In his report for 1868, Mr. Hulburd urged upon Congress the establishment of an agency for the redemption of national bank notes at the principal center of trade. He stated that while objection was made to the location of such an agency at New York City on the ground that it would render the country banks tributary to New York, he did not believe that this objection was well founded, but if it were true, it could be readily obviated by authorizing the organization of a national bank in New York City, without circulation privileges in which every national bank should be required to become a stockholder. Such bank to have a capital of from one to twenty millions and be made the redemption agency for the whole country and the clearing-house for all national bank circulation.

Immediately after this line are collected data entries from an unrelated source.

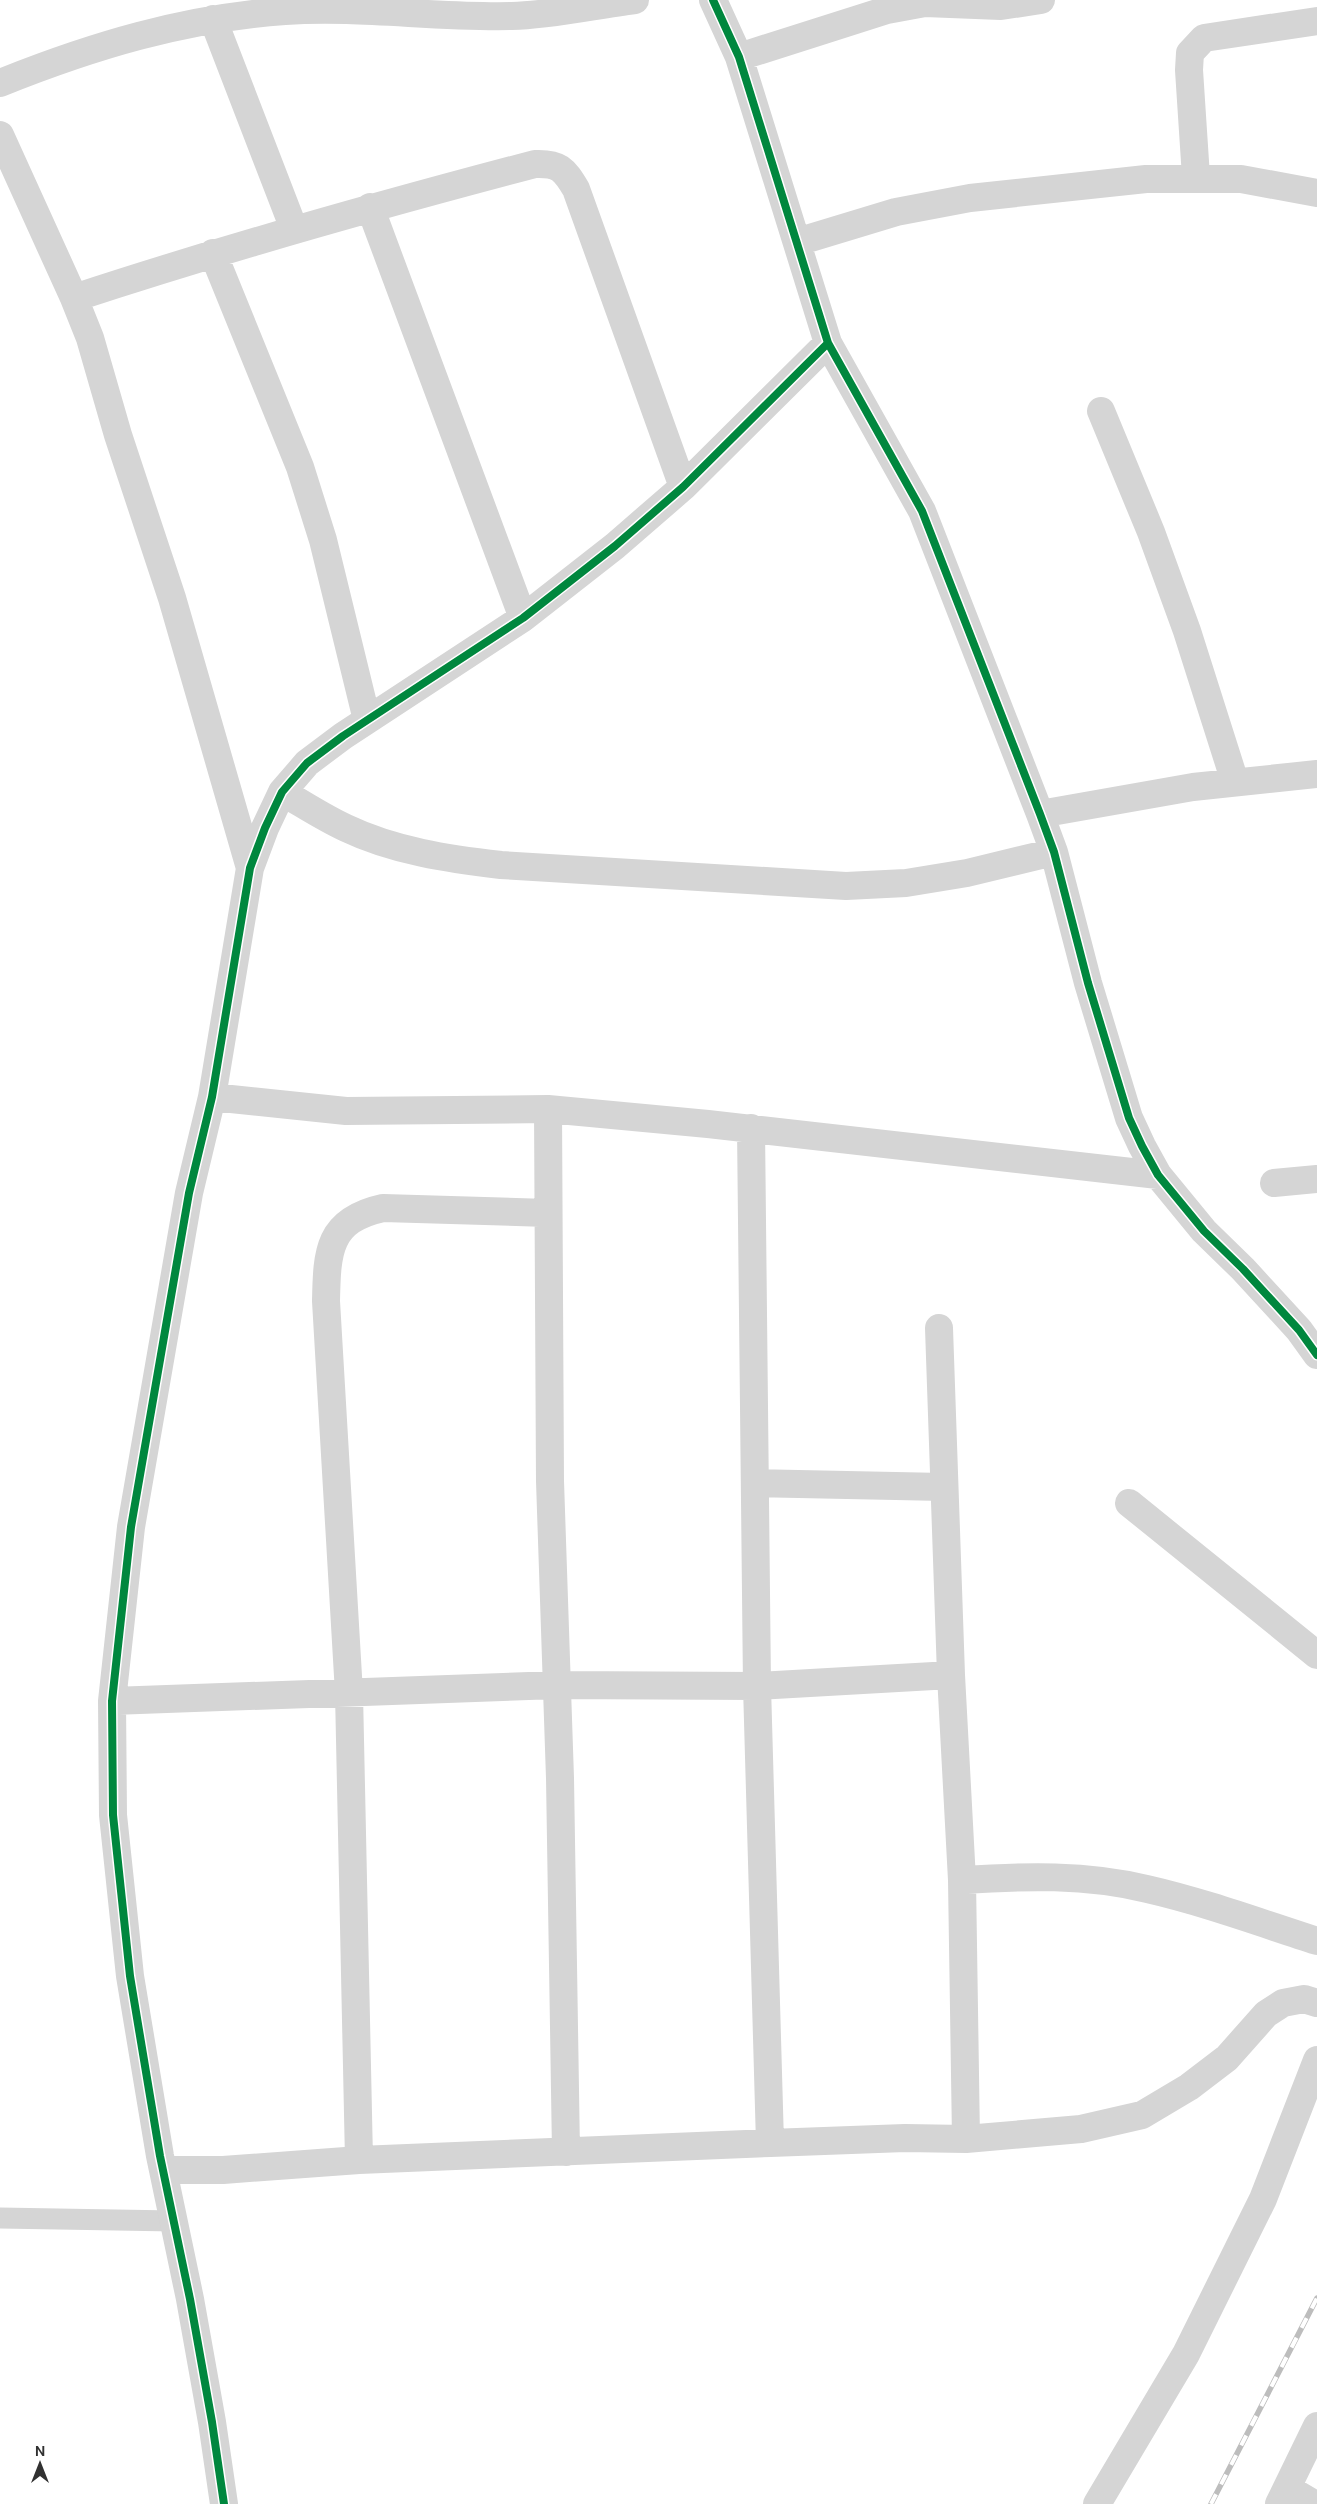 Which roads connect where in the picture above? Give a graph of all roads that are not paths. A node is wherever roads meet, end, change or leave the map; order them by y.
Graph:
1 (635, 0) edge
2 (713, 0) edge
3 (1042, 0) edge
4 (963, 3) edge
5 (213, 19) junction
6 (1317, 21) edge
7 (739, 57) junction
8 (0, 84) edge
9 (0, 135) edge
10 (1196, 177) junction
11 (1317, 193) edge
12 (370, 207) junction
13 (294, 229) junction
14 (797, 242) junction
15 (213, 252) junction
16 (74, 298) junction
17 (828, 343) junction
18 (1101, 411) dead end
19 (683, 487) junction
20 (524, 618) junction
21 (367, 720) junction
22 (1317, 774) edge
23 (1235, 782) junction
24 (282, 792) junction
25 (1040, 814) junction
26 (1054, 852) junction
27 (250, 868) junction
28 (212, 1097) junction
29 (548, 1109) junction
30 (752, 1128) junction
31 (1158, 1174) junction
32 (1317, 1179) edge
33 (1274, 1183) dead end
34 (548, 1213) junction
35 (939, 1328) dead end
36 (1317, 1355) edge
37 (755, 1483) junction
38 (944, 1486) junction
39 (1129, 1503) dead end
40 (1317, 1655) edge
41 (951, 1675) junction
42 (557, 1685) junction
43 (757, 1686) junction
44 (349, 1693) junction
45 (112, 1701) junction
46 (962, 1880) junction
47 (1317, 1941) edge
48 (1317, 2003) edge
49 (1317, 2060) edge
50 (966, 2140) junction
51 (770, 2143) junction
52 (566, 2152) junction
53 (359, 2160) junction
54 (163, 2170) junction
55 (0, 2218) edge
56 (174, 2221) junction
57 (1317, 2426) edge
58 (1283, 2496) edge
59 (224, 2504) edge
60 (1097, 2504) edge
61 (1314, 2504) edge

1 - 5 street
2 - 7 street
3 - 4 street
4 - 7 street
5 - 8 street
5 - 13 street
6 - 10 street
7 - 14 street
9 - 16 street
10 - 11 street
10 - 14 street
12 - 13 street
12 - 19 street
12 - 20 street
13 - 15 street
14 - 17 street
15 - 16 street
15 - 21 street
16 - 27 street
17 - 19 street
17 - 25 street
18 - 23 street
19 - 20 street
20 - 21 street
21 - 24 street
22 - 23 street
23 - 25 street
24 - 26 street
24 - 27 street
25 - 26 street
26 - 31 street
27 - 28 street
28 - 29 street
28 - 45 street
29 - 30 street
29 - 34 street
30 - 31 street
30 - 37 street
31 - 36 street
32 - 33 street
34 - 42 street
34 - 44 street
35 - 38 street
37 - 38 street
37 - 43 street
38 - 41 street
39 - 40 street
41 - 43 street
41 - 46 street
42 - 43 street
42 - 44 street
42 - 52 street
43 - 51 street
44 - 45 street
44 - 53 street
45 - 54 street
46 - 47 street
46 - 50 street
48 - 50 street
49 - 60 street
50 - 51 street
51 - 52 street
52 - 53 street
53 - 54 street
54 - 56 street
55 - 56 lane
56 - 59 street
57 - 58 street
58 - 61 street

It was suggested that this bank should be owned, controlled and managed by the banks themselves, with two departments, one for banking purposes, and the other for the redemption and exchange of national bank circulation. The latter department was expected to pay all the expenses of redemptions and exchanges, and in addition thereto, yield a revenue for the bank's stock-holders.
This plan, Mr. Hulburd contended, would not only insure the prompt and certain redemption of all the circulation, but would make it actually convertible at all times.
Mr. Hulburd also expressed the opinion that the establishiment of such a bank would remedy the evils resulting from the practice of payment of interest on country bank balances by making such balances immediately available for reserve, instead of being loaned on call to speculators and brokers.
This idea of a central redemption agency was subsequently partly carried into effect by the creation of the National Bank Redemption Agency and its location in the Treasury Department in Washington as a division of the United States Treasurer's office.